A brokerage account might be part of a “household account.” which may include various types of assets like an IRA, 401(k), 529, annuity, money market and cash accounts, or stocks and bonds. Importantly, depending on your circumstances, your retirement accounts don’t go into your Living Trust, a topic we explore in depth in other blogs & videos. These accounts pass by Beneficiary designation at your death to the people identified on the Beneficiary designation or “subscription agreement” at the institution that holds the account.

On a high level, putting assets like an Individual Retirement Account (IRA) into a living trust can have bad tax consequences. If you transfer the assets in your IRA into a Living Trust, it’s typically considered a withdrawal, and the entire amount becomes taxable immediately!

For example, if you have an Individual Retirement Account (IRA) worth $2M and you transfer it into a Living Trust, it would typically be considered a full withdrawal of the IRA. In the United States, withdrawals from an IRA are treated as taxable income. So, if you were in the highest tax bracket (37% as of 2024), you could potentially face an immediate tax bill of $740,000 (37% of $2M)!

It’s important to meet with a savvy lawyer to determine what accounts you should use to fund your trust. Remember that other vessels for retirement accounts exist, and here at CunninghamLegal we regularly deal with a variety of retirement wealth preservation strategies. For example, if there are significant assets in an IRA, our team of attorneys could consider creating an IRA Legacy Trust, among other things, to receive the IRA after your passing and protect the inherited assets from creditors, divorce, and unnecessary taxes.

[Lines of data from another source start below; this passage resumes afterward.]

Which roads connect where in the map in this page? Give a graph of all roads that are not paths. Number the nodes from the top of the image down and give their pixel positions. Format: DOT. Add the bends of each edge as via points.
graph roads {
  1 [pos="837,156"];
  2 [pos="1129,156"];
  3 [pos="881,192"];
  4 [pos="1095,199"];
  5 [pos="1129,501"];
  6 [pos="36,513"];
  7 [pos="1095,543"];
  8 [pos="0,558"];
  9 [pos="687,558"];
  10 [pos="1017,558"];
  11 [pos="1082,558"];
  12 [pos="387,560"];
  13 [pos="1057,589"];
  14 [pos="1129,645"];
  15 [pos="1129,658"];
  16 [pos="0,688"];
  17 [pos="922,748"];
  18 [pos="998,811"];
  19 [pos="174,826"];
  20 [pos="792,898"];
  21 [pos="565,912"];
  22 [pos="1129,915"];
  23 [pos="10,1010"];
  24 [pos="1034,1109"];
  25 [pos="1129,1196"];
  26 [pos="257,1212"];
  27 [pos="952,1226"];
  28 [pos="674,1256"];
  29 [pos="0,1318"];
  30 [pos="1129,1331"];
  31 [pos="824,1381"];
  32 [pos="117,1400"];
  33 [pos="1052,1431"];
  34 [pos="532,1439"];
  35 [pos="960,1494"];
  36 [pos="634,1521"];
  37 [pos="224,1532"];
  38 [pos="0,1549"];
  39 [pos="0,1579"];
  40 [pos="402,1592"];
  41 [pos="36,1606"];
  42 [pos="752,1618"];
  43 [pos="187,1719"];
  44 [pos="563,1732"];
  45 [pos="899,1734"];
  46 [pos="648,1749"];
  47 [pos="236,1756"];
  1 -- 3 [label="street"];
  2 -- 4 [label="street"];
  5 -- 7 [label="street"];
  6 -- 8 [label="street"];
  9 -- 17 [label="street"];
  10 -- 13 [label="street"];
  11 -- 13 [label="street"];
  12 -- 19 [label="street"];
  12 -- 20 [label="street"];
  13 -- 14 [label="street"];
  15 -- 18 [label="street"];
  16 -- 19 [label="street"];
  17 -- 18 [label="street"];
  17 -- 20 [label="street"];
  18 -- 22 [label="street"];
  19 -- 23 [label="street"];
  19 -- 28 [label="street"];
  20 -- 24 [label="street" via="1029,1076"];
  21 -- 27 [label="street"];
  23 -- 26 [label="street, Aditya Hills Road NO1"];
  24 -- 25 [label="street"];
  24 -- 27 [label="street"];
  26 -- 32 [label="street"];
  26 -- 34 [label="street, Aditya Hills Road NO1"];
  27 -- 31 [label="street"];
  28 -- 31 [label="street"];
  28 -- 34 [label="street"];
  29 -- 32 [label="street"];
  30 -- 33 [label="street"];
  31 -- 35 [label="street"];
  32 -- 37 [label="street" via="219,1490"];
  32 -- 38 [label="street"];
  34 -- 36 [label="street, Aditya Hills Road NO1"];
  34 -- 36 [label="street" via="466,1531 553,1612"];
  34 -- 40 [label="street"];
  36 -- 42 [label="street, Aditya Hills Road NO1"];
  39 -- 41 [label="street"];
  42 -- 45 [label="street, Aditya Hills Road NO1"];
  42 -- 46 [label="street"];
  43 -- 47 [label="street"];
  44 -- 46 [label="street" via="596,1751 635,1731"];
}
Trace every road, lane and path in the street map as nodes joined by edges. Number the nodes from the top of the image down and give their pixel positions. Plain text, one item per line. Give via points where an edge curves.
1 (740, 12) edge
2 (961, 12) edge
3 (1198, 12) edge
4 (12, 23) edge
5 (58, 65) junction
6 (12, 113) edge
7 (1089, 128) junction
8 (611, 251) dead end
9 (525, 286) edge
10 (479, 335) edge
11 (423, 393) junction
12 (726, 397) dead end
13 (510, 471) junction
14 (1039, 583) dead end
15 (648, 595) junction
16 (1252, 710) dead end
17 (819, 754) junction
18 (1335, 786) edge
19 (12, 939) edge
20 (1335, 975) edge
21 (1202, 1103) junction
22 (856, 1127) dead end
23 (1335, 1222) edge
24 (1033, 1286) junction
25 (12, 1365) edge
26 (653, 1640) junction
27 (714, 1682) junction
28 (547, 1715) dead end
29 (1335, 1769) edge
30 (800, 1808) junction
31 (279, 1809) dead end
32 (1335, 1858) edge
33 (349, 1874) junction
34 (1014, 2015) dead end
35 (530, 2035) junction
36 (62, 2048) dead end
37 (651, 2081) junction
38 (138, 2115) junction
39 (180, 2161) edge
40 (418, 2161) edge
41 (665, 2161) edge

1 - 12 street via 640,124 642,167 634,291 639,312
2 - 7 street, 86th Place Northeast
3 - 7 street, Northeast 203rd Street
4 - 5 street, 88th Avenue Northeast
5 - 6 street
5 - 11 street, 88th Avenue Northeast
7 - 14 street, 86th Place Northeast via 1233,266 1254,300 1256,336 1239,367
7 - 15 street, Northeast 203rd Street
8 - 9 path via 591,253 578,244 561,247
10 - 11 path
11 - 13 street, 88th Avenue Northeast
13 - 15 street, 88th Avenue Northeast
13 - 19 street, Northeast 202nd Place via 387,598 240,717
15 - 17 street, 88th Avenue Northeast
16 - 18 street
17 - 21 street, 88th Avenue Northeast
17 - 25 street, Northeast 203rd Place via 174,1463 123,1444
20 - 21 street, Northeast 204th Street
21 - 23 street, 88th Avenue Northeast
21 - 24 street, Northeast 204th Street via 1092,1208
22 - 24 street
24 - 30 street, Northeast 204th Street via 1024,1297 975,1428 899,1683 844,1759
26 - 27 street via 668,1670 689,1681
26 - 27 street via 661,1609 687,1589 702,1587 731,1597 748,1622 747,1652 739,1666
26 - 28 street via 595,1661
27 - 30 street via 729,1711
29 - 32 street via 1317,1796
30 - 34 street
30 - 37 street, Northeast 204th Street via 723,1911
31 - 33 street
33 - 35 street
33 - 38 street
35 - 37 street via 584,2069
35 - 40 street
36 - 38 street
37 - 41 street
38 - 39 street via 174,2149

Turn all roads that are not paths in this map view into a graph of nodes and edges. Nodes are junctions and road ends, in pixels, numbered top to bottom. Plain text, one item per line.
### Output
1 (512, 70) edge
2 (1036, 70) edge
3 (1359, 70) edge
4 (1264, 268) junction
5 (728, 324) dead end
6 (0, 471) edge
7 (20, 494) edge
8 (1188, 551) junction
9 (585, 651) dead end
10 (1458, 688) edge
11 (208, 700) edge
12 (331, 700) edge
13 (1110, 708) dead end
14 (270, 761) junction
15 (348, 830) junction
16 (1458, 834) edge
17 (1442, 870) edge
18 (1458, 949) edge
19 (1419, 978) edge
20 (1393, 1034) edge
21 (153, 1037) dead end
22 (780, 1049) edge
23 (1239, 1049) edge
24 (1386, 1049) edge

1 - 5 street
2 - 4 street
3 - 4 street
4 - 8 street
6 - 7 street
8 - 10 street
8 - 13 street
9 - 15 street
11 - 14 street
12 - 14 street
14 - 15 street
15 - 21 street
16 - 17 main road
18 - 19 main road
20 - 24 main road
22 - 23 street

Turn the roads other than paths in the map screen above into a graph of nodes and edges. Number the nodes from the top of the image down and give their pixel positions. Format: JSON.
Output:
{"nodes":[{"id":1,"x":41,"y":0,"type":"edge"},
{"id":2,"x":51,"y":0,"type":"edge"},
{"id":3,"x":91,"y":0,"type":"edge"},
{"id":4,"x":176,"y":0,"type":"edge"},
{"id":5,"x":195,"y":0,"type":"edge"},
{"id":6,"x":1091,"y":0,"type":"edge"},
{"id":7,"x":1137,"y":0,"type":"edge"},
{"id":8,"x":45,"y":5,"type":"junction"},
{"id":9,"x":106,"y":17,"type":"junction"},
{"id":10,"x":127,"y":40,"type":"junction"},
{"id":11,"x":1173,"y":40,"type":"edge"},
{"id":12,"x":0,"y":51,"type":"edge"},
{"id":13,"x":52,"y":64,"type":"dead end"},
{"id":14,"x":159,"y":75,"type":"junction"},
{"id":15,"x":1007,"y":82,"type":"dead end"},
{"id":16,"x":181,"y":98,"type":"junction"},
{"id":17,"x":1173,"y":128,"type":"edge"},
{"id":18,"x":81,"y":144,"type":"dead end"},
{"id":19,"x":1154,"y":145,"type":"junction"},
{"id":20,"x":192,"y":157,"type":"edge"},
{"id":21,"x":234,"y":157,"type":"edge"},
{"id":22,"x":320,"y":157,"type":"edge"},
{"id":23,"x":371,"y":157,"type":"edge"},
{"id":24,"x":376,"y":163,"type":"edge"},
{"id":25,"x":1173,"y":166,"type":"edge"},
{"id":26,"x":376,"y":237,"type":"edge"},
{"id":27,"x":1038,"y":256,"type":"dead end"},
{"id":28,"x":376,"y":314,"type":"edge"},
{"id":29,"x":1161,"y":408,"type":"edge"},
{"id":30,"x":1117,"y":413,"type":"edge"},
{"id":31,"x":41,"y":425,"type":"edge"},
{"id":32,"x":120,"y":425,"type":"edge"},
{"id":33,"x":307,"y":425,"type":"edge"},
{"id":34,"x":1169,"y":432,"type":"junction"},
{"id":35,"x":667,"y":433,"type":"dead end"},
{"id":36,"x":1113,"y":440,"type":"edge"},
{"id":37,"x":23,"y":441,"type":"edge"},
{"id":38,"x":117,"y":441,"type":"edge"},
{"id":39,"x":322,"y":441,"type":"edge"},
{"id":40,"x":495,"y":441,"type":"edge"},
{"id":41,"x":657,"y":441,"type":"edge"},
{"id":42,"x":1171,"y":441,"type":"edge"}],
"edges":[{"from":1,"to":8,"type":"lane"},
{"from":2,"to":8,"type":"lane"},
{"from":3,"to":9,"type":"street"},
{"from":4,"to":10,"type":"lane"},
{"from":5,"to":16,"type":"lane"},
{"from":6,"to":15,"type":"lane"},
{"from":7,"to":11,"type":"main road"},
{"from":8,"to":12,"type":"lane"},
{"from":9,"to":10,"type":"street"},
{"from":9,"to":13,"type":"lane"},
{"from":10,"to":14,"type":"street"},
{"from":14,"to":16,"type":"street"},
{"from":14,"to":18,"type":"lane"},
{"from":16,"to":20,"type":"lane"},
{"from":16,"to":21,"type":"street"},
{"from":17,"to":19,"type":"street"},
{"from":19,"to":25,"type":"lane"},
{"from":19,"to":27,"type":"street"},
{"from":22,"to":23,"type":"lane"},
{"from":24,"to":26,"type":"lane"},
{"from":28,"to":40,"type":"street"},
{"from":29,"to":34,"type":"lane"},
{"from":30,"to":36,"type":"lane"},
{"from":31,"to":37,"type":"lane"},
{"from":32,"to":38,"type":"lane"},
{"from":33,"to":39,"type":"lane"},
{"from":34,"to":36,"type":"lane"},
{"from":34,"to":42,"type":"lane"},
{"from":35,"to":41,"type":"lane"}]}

STEP 2: Contact Your Bank and Advisor. Reach out to your bank and financial advisor. They will be able to guide you through their specific process for transferring an account into a trust—each institution is different. Don’t be surprised if they ask for details about the trust and the trustee—this is standard procedure and is so the bank can confirm that the transfer is legally sound. This process can be smooth if you have a solid relationship with your financial advisor or bank, or it can get a bit clunky if you’re trying to do this on your own.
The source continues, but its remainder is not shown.